Just saw this thread and read the Wikipedia entry. This completely describes what I'm going through and talked about in my thread below. Unbelievable.


----------



## lionlioncatcat (Dec 29, 2010)

I do this a lot, and like a lot of people here, its becoming a real problem as I often get lost in these day dreams in everday life. If say im doing something repetative and boring like copying.I can continue doing that and still day dream. Weirdly though, once im out of the day dream, I have very little memory of what I was doing, I can mainly only remember my day dream. And sometimes it takes something pretty attention grabbing to snapme out of it, people have talked to me before and I have been completely unresponsive, like they werent there. 

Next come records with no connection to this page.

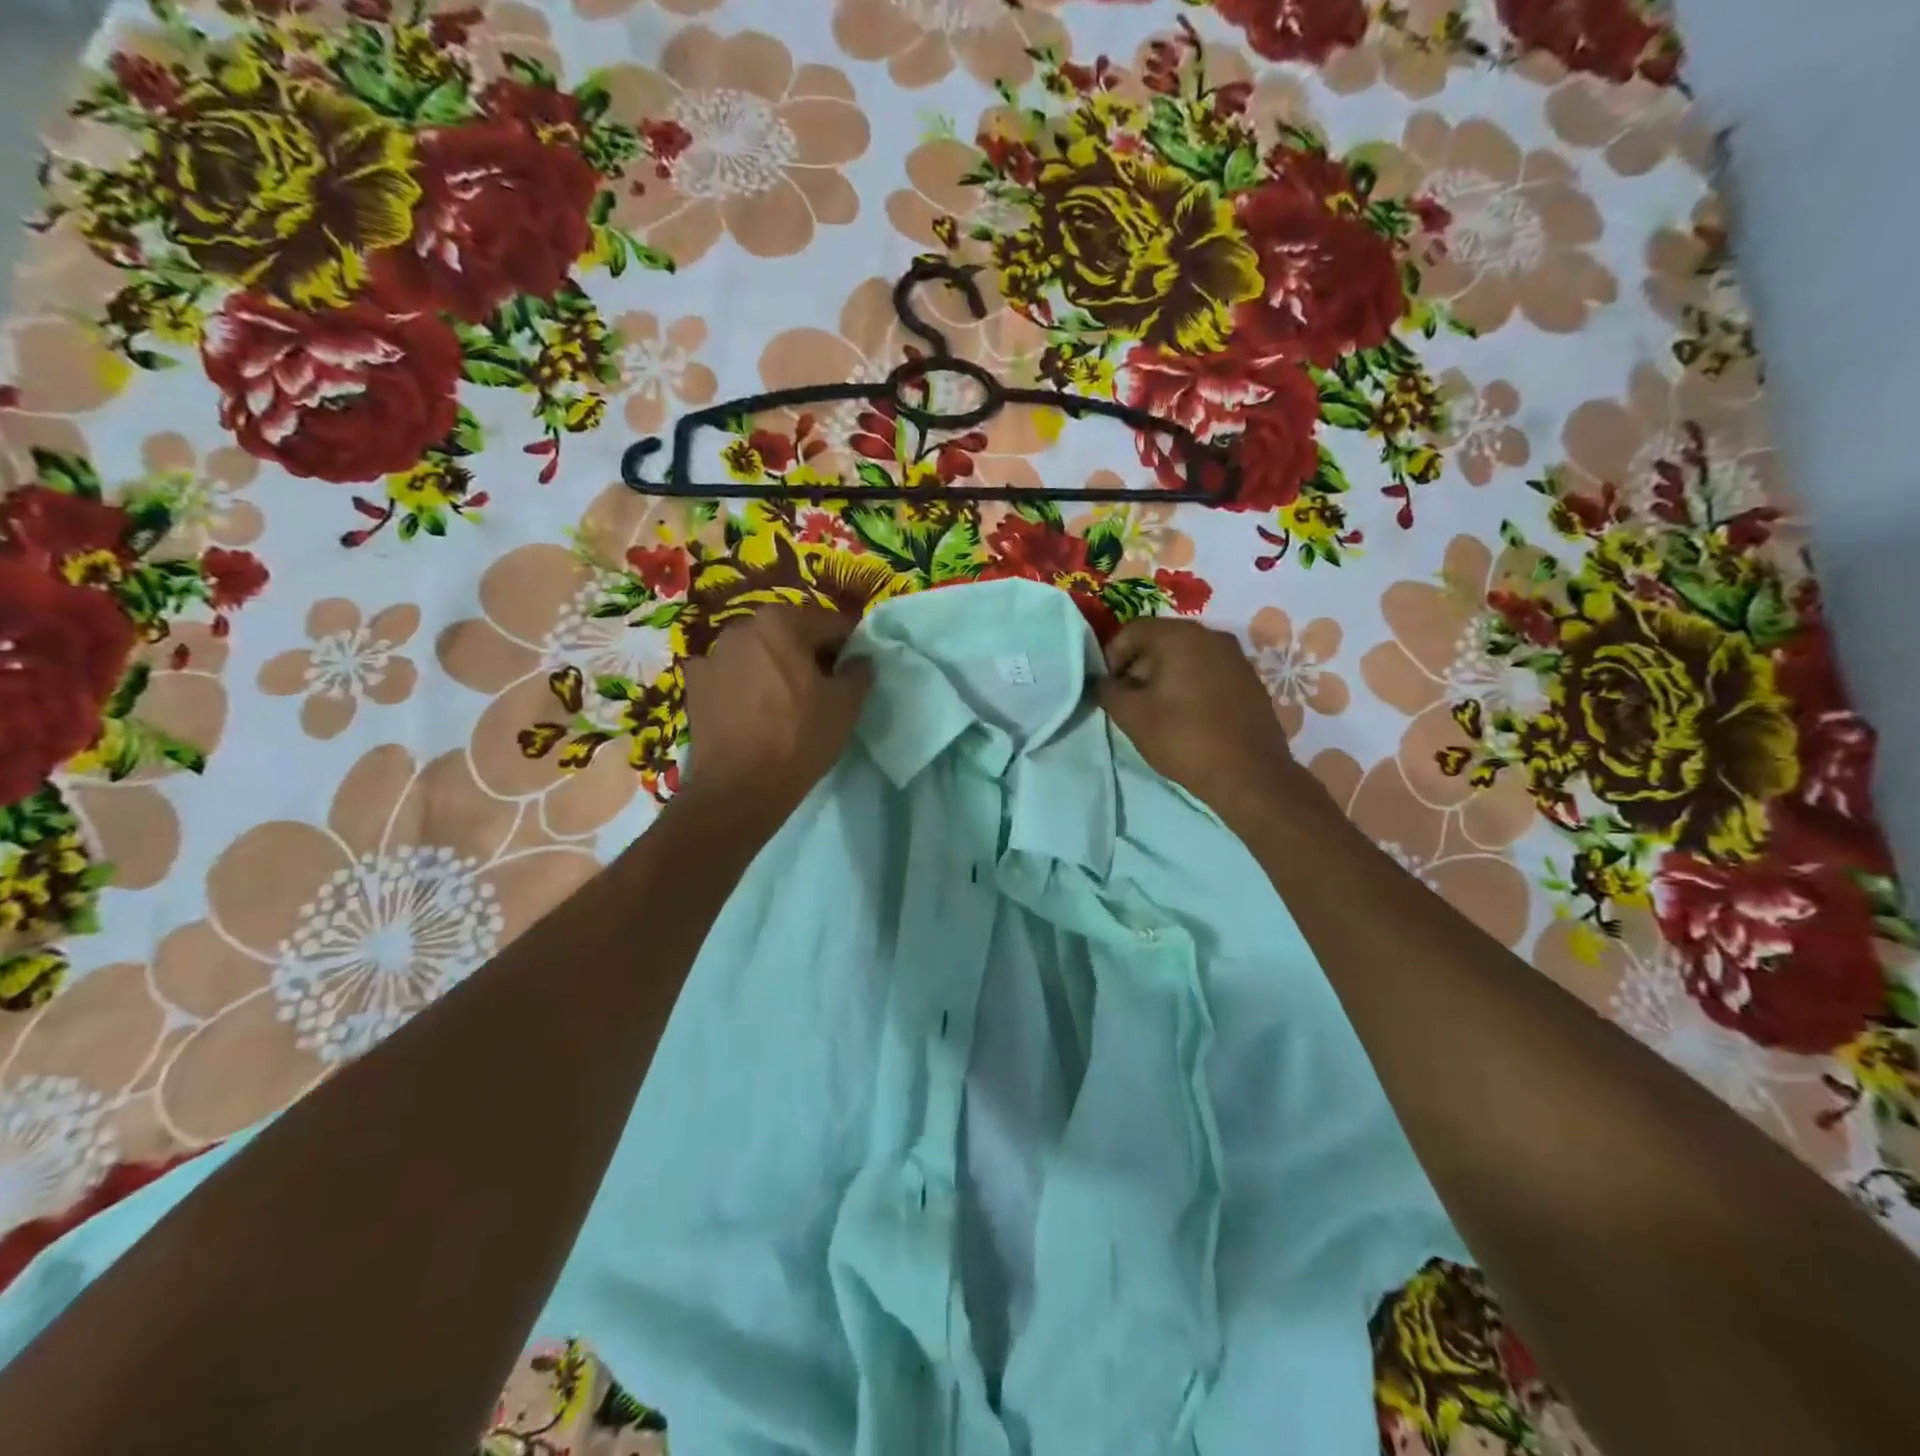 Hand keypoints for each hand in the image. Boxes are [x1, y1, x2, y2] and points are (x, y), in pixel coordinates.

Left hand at [679, 605, 872, 823]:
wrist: (738, 788)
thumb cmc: (799, 739)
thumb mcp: (845, 706)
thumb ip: (859, 672)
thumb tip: (860, 659)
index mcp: (781, 622)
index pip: (830, 624)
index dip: (848, 645)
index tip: (855, 668)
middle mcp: (741, 627)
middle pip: (789, 634)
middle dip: (807, 653)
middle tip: (823, 686)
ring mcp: (711, 655)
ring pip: (757, 653)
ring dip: (774, 667)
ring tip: (785, 701)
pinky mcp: (693, 684)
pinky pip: (730, 675)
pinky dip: (743, 685)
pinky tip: (752, 711)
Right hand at [1096, 618, 1324, 827]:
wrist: (1249, 774)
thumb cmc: (1184, 738)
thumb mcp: (1131, 716)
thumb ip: (1107, 690)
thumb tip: (1102, 681)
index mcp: (1180, 636)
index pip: (1132, 630)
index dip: (1112, 656)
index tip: (1109, 688)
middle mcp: (1211, 635)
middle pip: (1161, 640)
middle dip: (1138, 666)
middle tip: (1129, 700)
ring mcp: (1236, 657)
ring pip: (1187, 656)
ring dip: (1165, 677)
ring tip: (1157, 710)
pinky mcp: (1250, 681)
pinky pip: (1209, 672)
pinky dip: (1191, 685)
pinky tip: (1187, 716)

I also would have to agree that it is a coping mechanism, when Im put into a socially awkward situatuion, I often enter this state involunteraly. And its hard to fight off. An example was a few days ago, I wont explain the situation. But I was in the house of some friends of my parents. Id never been there before and I was sitting next to an extremely old lady and on the otherside a baby who I had to entertain for a while. I was incredibly uncomfrotable and slipped into the dreamy state without realizing it. I have no recolection of why, but the baby started crying and that woke me up, as it were.

I also suffer from some pshychosis. Which means that often, the line between imagination and reality gets very fuzzy. I get a lot of false memories from imagining things in teh dream state.But most worryingly of all, i start talking to myself,without realizing it. Ill be sitting ther imaging things, and suddenly I start talking, to the people in my dream. But in real life to. This has only happened a few times but its pretty hard to explain away. So a lot of friends, and so friendly anymore. Some due to the sa, and some due to them thinking im crazy.

To be honest, what I get isnt that uncommon, but I feel crazy sometimes. Sometimes I love this ability, And sometimes id give anything to make it go away.


----------



## rosettas stoned (Jan 16, 2011)

I love daydreaming. I think I'd go crazy if I didn't daydream. It's a good way to escape and just be in your own little world for a while. I think it's quite therapeutic. And I like to think that it means I'm imaginative


----------



## Omnium11 (Feb 11, 2009)

I've been daydreaming my life away for the past 3 years. I create personalities based on who I wish I was in real life that I live out in daydreams. One of them I continuously built for multiple hours every day that lasted for over a year. I had huge elaborate storylines and loads of characters as well as a family and a girlfriend. I would work on it constantly. After a while the people in my daydream had so much personality and so much emotional depth to them that they almost felt like real people who I really cared about deeply. The one that lasted over a year I really miss. After a while too many of my issues and problems got wrapped into the storyline that each time I would go back to that daydream I would get really depressed and frustrated so I had to stop it. I miss the people though very much, its pretty pathetic but I had much more of an emotional connection to my characters than I do with anyone in real life. Makes me sad just thinking about them. Its interesting how you can create such an emotionally fulfilling world all in your mind. I have a new daydream that I have been working on for the past 3 months or so. This one is much more narcissistic though. Very shallow and very little emotion compared to the last one.


----------



## softshock11 (Jan 9, 2011)

yeah you're not alone 
i spend most of my time daydreaming
not fair for my real life - i get all jealous of the life i have in my dreams.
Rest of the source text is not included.